Required work: As the answer, give every line of the records that includes the word "Right".
Information shown section start
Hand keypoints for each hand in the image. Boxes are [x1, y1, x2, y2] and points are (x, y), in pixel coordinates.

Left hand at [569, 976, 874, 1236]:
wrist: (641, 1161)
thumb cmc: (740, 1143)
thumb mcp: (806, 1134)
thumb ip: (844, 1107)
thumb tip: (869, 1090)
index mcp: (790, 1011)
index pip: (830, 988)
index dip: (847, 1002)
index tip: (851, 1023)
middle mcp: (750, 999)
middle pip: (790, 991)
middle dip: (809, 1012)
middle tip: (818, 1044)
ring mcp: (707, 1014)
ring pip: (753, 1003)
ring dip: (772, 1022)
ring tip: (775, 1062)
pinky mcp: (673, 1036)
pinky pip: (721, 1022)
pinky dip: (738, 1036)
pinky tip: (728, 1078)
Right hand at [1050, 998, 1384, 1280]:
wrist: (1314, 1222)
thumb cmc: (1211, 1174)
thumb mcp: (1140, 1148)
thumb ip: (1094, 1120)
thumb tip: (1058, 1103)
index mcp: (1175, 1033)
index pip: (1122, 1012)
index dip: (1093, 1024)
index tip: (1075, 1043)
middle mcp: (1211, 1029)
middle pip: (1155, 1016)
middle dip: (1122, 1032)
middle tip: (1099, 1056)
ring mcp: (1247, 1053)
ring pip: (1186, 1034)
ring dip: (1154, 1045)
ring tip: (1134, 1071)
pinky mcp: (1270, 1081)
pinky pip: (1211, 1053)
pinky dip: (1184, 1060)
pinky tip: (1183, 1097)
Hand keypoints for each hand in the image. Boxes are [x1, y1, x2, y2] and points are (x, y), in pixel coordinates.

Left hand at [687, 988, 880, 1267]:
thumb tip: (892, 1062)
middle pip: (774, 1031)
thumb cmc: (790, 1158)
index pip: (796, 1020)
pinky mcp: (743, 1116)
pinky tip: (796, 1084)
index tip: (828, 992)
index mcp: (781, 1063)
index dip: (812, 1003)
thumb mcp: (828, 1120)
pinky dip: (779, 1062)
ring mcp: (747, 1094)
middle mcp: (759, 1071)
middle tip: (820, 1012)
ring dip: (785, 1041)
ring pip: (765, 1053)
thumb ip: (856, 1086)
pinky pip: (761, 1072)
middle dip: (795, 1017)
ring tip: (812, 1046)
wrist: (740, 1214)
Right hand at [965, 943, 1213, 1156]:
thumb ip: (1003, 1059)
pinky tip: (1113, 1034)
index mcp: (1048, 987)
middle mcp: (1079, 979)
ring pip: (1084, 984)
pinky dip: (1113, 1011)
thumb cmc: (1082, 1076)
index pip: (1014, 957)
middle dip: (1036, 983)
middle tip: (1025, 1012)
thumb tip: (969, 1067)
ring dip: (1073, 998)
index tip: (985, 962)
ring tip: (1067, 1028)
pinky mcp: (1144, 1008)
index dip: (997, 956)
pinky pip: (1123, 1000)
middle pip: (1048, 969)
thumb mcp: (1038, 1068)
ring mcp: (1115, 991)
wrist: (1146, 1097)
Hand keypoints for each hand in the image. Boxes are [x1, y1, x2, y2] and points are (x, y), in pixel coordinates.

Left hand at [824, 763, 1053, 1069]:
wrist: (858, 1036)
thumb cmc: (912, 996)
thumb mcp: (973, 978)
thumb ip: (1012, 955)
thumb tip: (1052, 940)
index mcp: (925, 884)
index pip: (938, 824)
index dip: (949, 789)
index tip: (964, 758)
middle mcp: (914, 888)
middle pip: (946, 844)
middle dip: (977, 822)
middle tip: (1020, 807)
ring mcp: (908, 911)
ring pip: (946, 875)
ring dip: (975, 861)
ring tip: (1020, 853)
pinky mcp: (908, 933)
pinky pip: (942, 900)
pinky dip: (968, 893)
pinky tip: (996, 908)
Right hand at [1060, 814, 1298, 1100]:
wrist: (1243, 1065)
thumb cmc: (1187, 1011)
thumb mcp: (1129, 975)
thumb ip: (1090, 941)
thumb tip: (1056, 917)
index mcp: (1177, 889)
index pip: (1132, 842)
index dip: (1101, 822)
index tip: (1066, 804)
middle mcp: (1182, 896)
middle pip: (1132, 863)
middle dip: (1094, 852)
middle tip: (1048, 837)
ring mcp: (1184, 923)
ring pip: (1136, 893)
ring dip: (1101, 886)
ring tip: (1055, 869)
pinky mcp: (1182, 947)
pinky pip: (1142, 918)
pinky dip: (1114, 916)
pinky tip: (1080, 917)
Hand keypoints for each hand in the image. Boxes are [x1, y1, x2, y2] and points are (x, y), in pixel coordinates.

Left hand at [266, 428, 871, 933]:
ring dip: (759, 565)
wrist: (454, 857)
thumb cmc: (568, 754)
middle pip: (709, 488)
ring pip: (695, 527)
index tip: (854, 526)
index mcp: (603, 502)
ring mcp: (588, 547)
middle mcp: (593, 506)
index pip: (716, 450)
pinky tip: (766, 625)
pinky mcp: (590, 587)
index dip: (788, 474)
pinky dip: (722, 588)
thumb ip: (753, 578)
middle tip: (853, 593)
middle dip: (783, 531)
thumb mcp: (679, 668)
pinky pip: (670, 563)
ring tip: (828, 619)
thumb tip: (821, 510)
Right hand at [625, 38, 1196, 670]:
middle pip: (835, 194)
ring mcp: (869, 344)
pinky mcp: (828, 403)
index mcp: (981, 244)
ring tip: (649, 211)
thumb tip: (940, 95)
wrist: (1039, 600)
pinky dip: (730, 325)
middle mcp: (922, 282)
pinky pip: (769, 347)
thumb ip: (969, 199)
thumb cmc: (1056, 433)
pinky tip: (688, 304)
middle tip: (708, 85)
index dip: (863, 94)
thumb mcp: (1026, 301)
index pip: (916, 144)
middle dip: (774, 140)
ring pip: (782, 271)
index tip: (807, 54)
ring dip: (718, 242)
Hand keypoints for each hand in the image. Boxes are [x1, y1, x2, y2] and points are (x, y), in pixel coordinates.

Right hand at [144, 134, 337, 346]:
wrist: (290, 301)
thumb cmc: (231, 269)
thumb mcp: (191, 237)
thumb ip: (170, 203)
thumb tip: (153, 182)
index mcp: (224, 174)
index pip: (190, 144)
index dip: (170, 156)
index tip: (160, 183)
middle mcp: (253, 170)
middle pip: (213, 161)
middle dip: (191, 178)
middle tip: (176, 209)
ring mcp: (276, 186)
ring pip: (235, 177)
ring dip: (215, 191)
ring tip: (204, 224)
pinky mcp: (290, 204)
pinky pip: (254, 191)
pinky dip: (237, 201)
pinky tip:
Information shown section end
Exercise response:
Right hand at [1050, 998, 1384, 1280]:
Right hand at [965, 943, 1213, 1156]:
Right hand at [1060, 814, 1298, 1100]:
Right hand at [625, 38, 1196, 670]:
Right hand at [144, 134, 337, 346]:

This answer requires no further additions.